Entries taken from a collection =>

══════

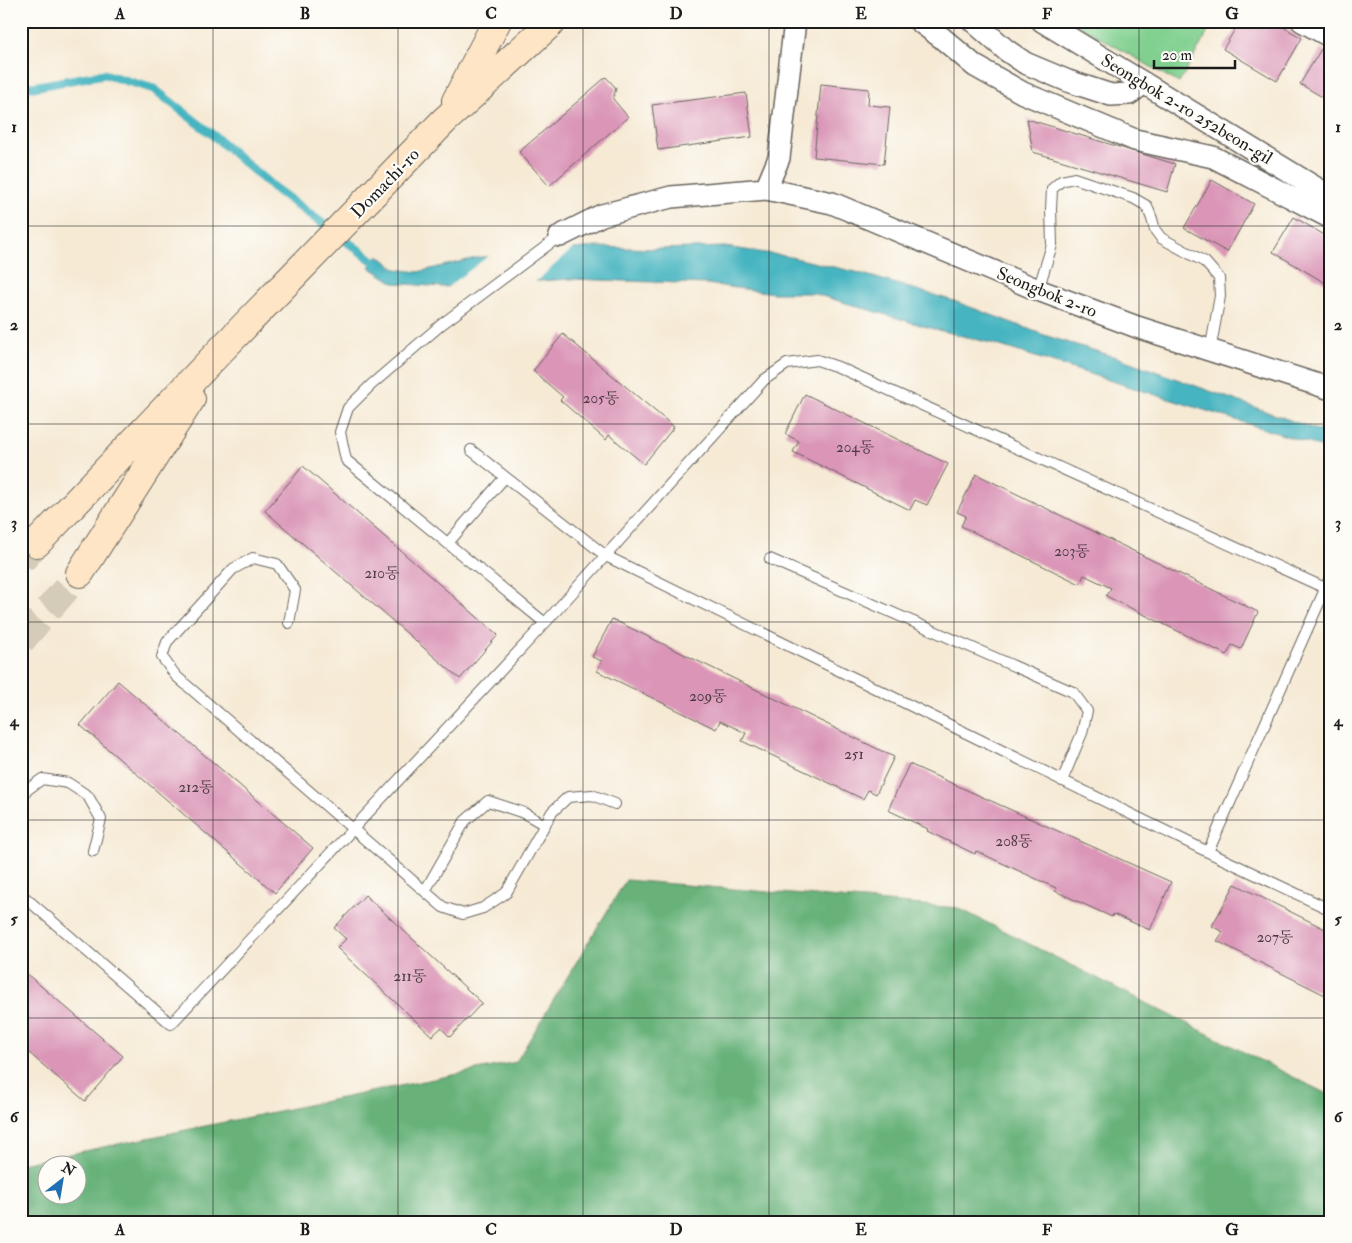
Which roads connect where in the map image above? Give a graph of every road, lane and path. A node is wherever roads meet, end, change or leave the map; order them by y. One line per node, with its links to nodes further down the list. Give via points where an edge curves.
1 (496, 21): 10 (main road, via 464,88)
2 (552, 21): 10 (main road, Domachi-ro)
3 (795, 21): 11 (street, via 779,158)
4 (919, 21): 13 (street, via 975,66 1023,92 1135,140 1213,157)
5 (1042, 21): 9 (street, Seongbok 2-ro 252beon-gil)
6 (1302, 21): 8 (street)
7 (985, 25): 9 (street, via 1006,50 1024,63 1068,81 1111,95 1129,94)
8 (1331, 38)
9 (1144, 83): 12 (street, Seongbok 2-ro 252beon-gil)
10 (444, 121): 16 (main road, Domachi-ro)
11 (766, 189): 14 (street, Seongbok 2-ro, via 671,197 602,215); 15 (street, Seongbok 2-ro, via 832,203)
12 (1331, 197)
13 (1331, 218)
14 (560, 236): 22 (lane, via 442,324 348,408 340,432 346,460)
15 (1038, 290): 17 (street, Seongbok 2-ro); 17 (lane, via 1052,245 1052,189 1061,181 1074,178 1134,198 1146,206 1161,238 1205,262 1219,278 1220,296)
16 (222, 349): 21 (main road); 25 (main road)
17 (1210, 351): 18 (street, Seongbok 2-ro)
18 (1331, 389)
19 (471, 450): 20 (lane)
20 (505, 477): 22 (lane); 23 (lane)
21 (37, 543)
22 (448, 543): 29 (lane)
23 (606, 556): 27 (lane, via 764,380 787,364 817,360); 29 (lane); 30 (lane)
24 (770, 559): 30 (lane, via 1073,692 1087,711 1082,733)
25 (80, 573)
26 (1331, 576): 27 (lane)
27 (1325, 588): 36 (lane)
28 (289, 623): 34 (lane, via 295,590 277,564 253,558 233,569 167,642 162,657 176,676)
29 (545, 623): 34 (lane)
30 (1062, 781): 36 (lane)
31 (21, 798): 35 (lane, via 42,779 68,784 88,796 101,819)
32 (616, 804): 33 (lane, via 592,795 568,797)
33 (544, 825): 37 (lane, via 506,893 483,908 463,914 443,907); 37 (lane, via 524,813 488,801 465,821)
34 (352, 828): 37 (lane); 38 (lane, via 171,1024)
35 (94, 851)
36 (1208, 852): 39 (lane)
37 (425, 891)
38 (21, 894)
39 (1331, 910)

══════

Directions for this task =>
Could you work out how many lines in the records include "Domachi"? Answer with the number only.

Response =>
2